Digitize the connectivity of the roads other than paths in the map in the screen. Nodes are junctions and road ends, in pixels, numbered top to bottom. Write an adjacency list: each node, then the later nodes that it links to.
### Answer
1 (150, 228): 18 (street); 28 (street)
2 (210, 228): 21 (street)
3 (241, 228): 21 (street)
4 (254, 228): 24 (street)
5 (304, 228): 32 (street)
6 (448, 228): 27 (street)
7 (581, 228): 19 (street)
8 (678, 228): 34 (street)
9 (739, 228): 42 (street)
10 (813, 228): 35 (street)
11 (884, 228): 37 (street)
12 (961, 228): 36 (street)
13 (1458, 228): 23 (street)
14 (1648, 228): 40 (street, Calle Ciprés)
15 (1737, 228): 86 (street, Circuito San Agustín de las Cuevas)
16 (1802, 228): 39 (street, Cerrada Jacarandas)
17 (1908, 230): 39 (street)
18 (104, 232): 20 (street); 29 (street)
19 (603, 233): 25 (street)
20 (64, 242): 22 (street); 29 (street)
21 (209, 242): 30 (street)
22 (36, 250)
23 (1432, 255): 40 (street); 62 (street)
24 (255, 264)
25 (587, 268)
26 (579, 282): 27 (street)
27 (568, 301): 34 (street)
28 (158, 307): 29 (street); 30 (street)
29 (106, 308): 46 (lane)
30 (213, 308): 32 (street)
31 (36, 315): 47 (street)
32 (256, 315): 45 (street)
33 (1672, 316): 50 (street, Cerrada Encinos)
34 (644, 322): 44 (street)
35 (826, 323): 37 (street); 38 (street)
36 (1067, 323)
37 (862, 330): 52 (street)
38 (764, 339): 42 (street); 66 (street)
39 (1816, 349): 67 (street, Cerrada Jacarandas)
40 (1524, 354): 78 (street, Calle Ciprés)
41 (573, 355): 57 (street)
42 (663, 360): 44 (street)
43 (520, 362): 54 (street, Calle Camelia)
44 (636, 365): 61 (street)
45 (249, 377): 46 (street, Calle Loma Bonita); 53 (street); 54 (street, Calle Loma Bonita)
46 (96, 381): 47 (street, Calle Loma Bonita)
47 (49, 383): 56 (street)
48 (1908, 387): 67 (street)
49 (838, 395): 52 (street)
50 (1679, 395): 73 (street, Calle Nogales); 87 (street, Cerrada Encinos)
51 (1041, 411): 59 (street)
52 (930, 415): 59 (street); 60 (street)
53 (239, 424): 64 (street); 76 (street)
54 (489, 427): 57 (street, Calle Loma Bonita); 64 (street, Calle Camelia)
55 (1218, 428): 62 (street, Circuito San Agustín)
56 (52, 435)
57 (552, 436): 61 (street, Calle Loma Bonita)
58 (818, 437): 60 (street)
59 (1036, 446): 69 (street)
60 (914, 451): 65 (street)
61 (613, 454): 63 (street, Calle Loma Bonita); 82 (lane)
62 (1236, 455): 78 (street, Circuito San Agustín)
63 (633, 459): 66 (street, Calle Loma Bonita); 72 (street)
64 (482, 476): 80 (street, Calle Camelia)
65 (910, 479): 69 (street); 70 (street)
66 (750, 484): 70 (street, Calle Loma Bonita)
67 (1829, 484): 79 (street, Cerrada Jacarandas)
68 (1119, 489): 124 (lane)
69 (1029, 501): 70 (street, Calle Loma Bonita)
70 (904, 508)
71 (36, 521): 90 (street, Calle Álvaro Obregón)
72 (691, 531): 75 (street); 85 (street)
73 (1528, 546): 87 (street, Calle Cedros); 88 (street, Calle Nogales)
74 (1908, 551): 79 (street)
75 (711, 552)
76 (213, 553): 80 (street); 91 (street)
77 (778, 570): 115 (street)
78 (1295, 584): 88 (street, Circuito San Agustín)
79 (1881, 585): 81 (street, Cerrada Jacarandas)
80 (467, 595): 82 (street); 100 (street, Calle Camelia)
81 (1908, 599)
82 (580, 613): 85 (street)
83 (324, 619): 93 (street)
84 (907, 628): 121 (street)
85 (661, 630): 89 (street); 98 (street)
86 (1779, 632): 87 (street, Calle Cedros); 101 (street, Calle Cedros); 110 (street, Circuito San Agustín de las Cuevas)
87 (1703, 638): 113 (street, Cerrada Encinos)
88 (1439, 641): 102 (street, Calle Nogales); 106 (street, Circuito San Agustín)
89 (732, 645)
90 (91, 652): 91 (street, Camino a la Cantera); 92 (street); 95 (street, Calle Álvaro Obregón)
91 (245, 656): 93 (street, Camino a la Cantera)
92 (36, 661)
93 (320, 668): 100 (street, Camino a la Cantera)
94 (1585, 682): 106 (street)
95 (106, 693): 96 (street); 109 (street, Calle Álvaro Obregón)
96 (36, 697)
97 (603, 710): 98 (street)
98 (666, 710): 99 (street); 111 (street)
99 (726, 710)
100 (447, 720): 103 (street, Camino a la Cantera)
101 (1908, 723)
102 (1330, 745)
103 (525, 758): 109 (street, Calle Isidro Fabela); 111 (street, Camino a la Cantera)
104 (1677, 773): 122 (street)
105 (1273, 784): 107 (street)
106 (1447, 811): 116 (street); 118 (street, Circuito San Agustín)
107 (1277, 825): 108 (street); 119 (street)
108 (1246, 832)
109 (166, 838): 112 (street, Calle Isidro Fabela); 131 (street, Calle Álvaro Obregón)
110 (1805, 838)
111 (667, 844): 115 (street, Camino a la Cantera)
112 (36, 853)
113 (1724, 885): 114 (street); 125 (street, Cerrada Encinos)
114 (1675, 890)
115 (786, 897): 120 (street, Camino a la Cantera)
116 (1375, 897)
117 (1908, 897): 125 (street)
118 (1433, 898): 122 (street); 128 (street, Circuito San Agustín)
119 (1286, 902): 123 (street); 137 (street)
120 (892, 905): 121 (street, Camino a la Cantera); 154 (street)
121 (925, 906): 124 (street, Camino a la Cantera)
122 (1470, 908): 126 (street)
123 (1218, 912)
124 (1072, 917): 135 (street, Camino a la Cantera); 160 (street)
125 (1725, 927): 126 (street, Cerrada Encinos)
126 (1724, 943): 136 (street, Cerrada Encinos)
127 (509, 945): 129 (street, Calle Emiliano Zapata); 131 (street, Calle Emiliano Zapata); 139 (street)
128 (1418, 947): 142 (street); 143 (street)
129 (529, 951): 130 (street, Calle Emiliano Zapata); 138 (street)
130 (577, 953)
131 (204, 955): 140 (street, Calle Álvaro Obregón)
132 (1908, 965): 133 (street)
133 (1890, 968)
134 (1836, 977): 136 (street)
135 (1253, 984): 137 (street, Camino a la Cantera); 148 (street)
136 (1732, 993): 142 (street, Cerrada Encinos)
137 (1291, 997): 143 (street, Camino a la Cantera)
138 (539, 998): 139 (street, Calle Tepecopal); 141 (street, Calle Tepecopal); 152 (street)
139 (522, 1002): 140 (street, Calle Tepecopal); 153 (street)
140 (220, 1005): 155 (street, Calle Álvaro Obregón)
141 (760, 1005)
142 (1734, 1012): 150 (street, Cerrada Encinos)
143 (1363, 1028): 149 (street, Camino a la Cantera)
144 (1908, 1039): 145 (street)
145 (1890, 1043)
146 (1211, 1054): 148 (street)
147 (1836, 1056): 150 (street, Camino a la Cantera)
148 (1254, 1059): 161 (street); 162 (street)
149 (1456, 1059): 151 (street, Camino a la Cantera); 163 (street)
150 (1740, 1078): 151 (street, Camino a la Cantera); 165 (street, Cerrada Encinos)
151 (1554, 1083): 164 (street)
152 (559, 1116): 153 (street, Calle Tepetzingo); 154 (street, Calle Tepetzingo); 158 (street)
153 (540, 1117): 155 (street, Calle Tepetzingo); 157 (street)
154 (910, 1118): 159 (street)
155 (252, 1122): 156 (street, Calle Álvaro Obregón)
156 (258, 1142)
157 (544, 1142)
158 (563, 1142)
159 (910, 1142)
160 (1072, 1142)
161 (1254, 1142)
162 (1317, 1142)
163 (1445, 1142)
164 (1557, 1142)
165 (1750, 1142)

__EXERCISE BRIEF__. Say how many lines above hold the word "Camelia", giving only the count.

__PROBLEM SOLUTION__. 4